The Rotated Collar Approach to ISP Flat Belt Tracking
· Used to individually adapt each belt/pulley combination when there are multiple pulleys on a common shaft.
· Utilized when systems have a cantilevered shafting typical of serpentine and other complex belt route systems. It is suggested that these adjustments be made only once the belt is at rest.
Fix the shaft via the shaft clamp, loosen the locking screw of the steering collar, and rotate the steering collar about the shaft. When the required belt tracking characteristics are acquired, secure the locking screw.
Which Design Is Correct for You?
There are several applications because of this new product, therefore Ever-power designs and manufactures independently steerable pulleys to meet your requirements. Contact Ever-power to go over your questions or for style assistance.

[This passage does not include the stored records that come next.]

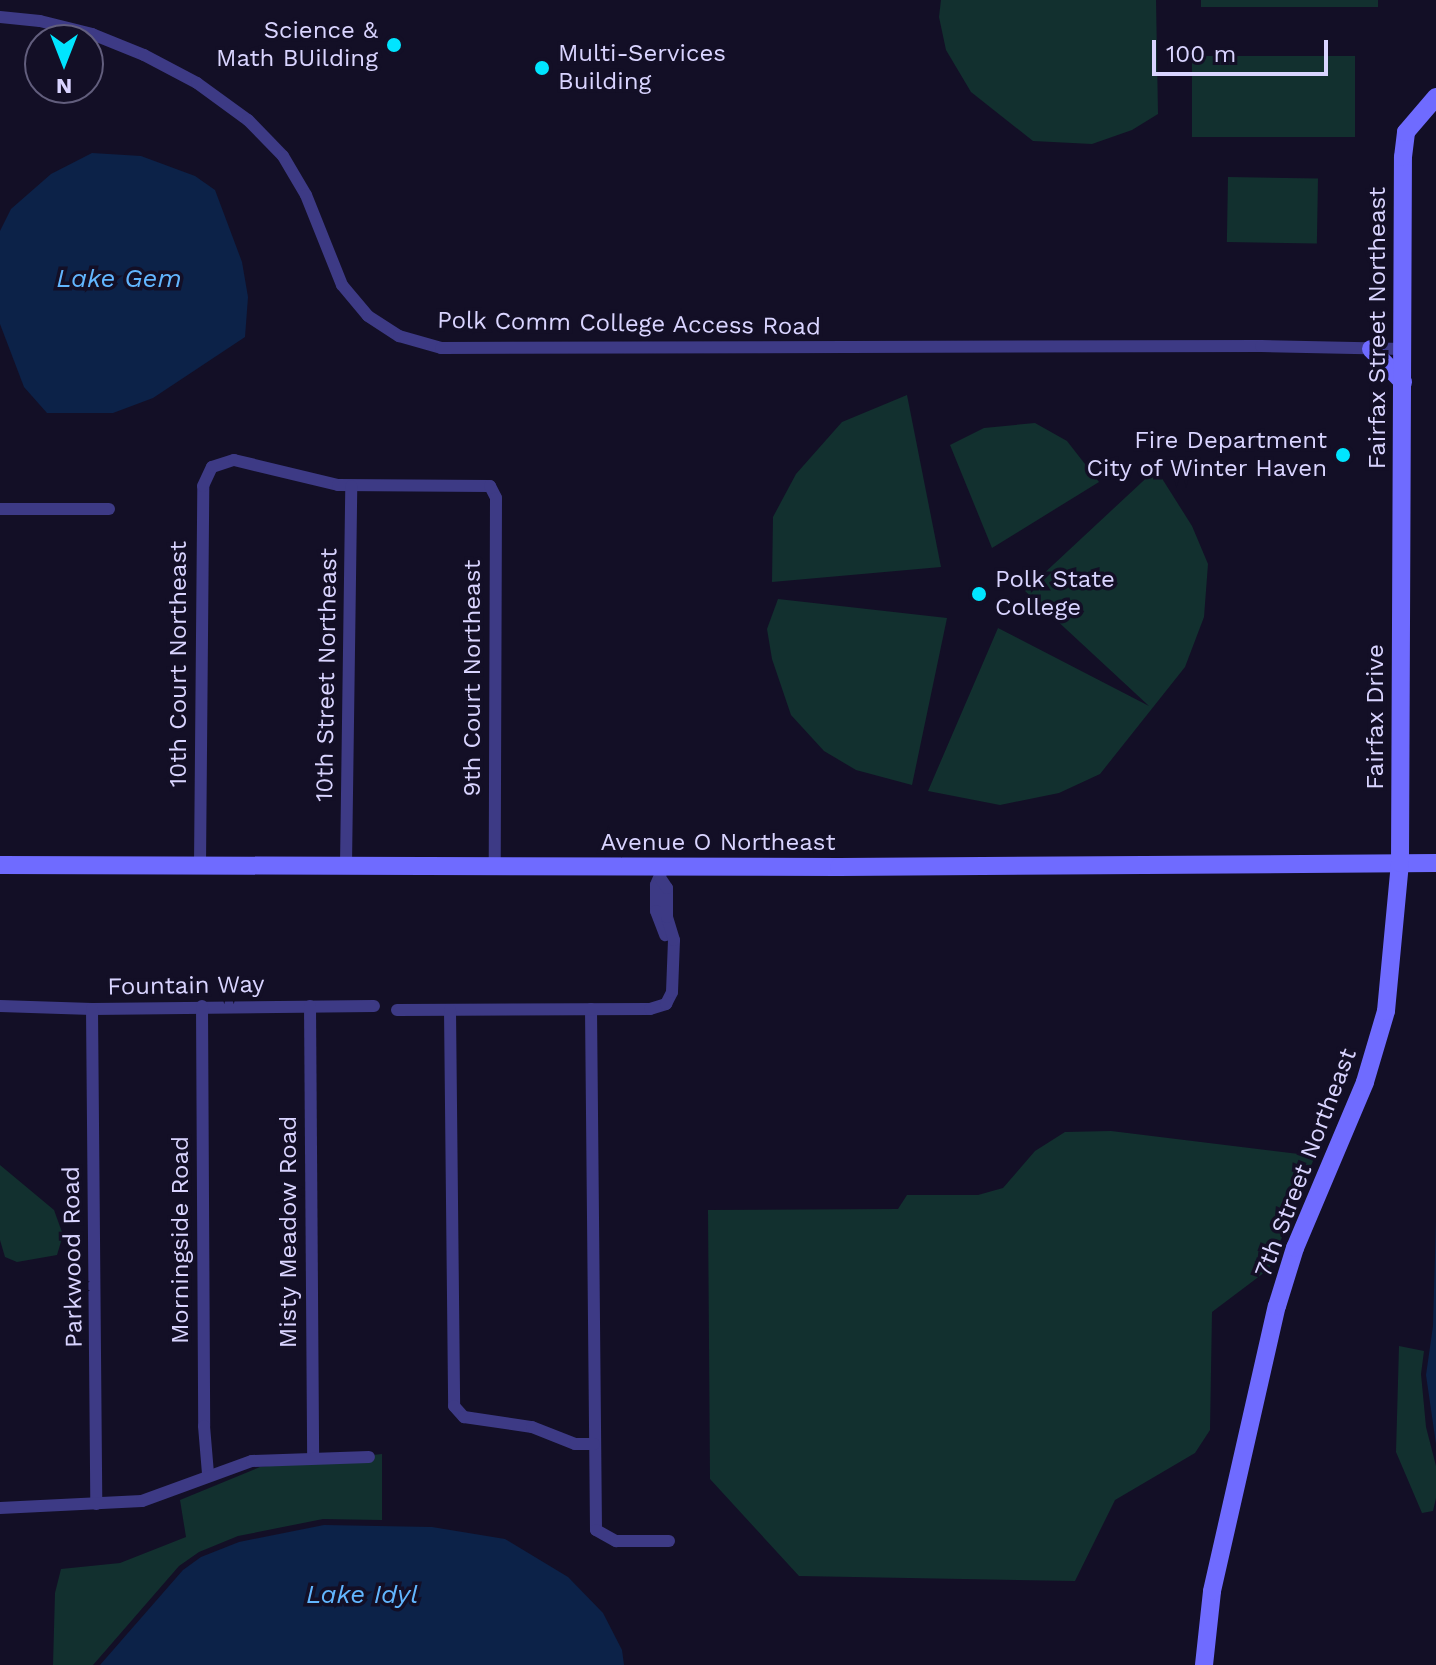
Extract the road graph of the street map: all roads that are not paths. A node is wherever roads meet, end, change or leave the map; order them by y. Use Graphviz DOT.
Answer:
graph roads {
  1 [pos="0,17"];
  2 [pos="1436,97"];
  3 [pos="1416,116"];
  4 [pos="1436,116"];
  5 [pos="1371,349"];
  6 [pos="1403,349"];
  7 [pos="1403,382"];
  8 [pos="351,486"];
  9 [pos="0,509"];
  10 [pos="109,509"];
  11 [pos="1400,572"];
  12 [pos="1400,863"];
  13 [pos="1436,863"];
  14 [pos="0,865"];
  15 [pos="200,865"];
  16 [pos="346,865"];
  17 [pos="495,867"];
  18 [pos="661,873"];
  19 [pos="0,1006"];
  20 [pos="202,1006"];
  21 [pos="310,1006"];
  22 [pos="374,1006"];
  23 [pos="92,1009"];
  24 [pos="591,1009"];
  25 [pos="397,1010"];
  26 [pos="450,1010"];
  27 [pos="594,1444"];
  28 [pos="369,1457"];
  29 [pos="313,1458"];
  30 [pos="208,1474"];
  31 [pos="96,1504"];
  32 [pos="0,1508"];
  33 [pos="669,1541"];
  34 [pos="1204,1665"];
  1 -- 5 [label="street, Polk Comm College Access Road"];
  2 -- 3 [label="street, Fairfax Street Northeast"];
  3 -- 4 [label="street"];
  3 -- 6 [label="street, Fairfax Street Northeast"];
  5 -- 6 [label="street, Polk Comm College Access Road"];
  5 -- 7 [label="street"];
  6 -- 7 [label="street, Fairfax Street Northeast"];
  7 -- 11 [label="street, Fairfax Street Northeast"];
  8 -- 15 [label="street, 10th Court Northeast"];
  8 -- 16 [label="street, 10th Street Northeast"];
  8 -- 17 [label="street, 9th Court Northeast"];
  9 -- 10 [label="street"];
  11 -- 12 [label="street, Fairfax Drive"];
  12 -- 13 [label="street, Avenue O Northeast"];
  12 -- 18 [label="street, Avenue O Northeast"];
  12 -- 34 [label="street, 7th Street Northeast"];
  14 -- 15 [label="street, Avenue O Northeast"];
  15 -- 16 [label="street, Avenue O Northeast"];
  16 -- 17 [label="street, Avenue O Northeast"];
  17 -- 18 [label="street, Avenue O Northeast"];
  18 -- 24 [label="street"];
  19 -- 23 [label="street, Fountain Way"];
  20 -- 21 [label="street, Fountain Way"];
  20 -- 23 [label="street, Fountain Way"];
  20 -- 30 [label="street, Morningside Road"];
  21 -- 22 [label="street, Fountain Way"];
  21 -- 29 [label="street, Misty Meadow Road"];
  23 -- 31 [label="street, Parkwood Road"];
  24 -- 26 [label="street"];
  24 -- 27 [label="street"];
  25 -- 26 [label="street"];
  26 -- 27 [label="street"];
  27 -- 33 [label="street"];
  28 -- 29 [label="street"];
  29 -- 30 [label="street"];
  30 -- 31 [label="street"];
  31 -- 32 [label="street"];
}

Ever-power may be the worldwide leader in the look and manufacturing of application-specific pulleys, metallic belts, and drive tapes. Our products provide exclusive benefits for machinery found in precision positioning, timing, conveying, and automated production applications.
System Configuration
Number 1 1 – The drive pulley is a friction drive pulley.
· The ISP can be a friction-driven pulley. This configuration is definitely specified for a tracking accuracy of 0.030″ (0.762 mm) or greater.
· Teflon® flanges are mounted on the pulley body to determine a lateral constraint. The steering feature of the ISP is used to set one edge of the belt against the flange with minimal side-loading to the belt.
System Configuration
#2 2 – The drive pulley is a timing pulley.
· The ISP can be a friction driven pulley. One’s teeth of the drive pulley and the perforations of the belt set up a lateral constraint. The steering feature of the ISP can be used to minimize side-loading of the belt perforations. Tracking precision is between 0.008″ (0.203 mm) and 0.015″ (0.381 mm) for steel belt systems.
· The ISP is a timing pulley. One’s teeth of the ISP and the perforations of the belt are utilized for precise monitoring control of the belt with the steering feature of the ISP utilized to minimize aspect loading of belt perforations. Again, tracking precision is 0.008″ (0.203 mm) to 0.015″ (0.381 mm) for metal bells.
Notice: Although it is generally not recommended to have timing elements in both drive and driven pulleys, this style can be used selectively on steel belt systems with lengthy middle distances between pulleys and in applications where particulate accumulation on the surface of the pulley consistently changes the tracking feature of the belt.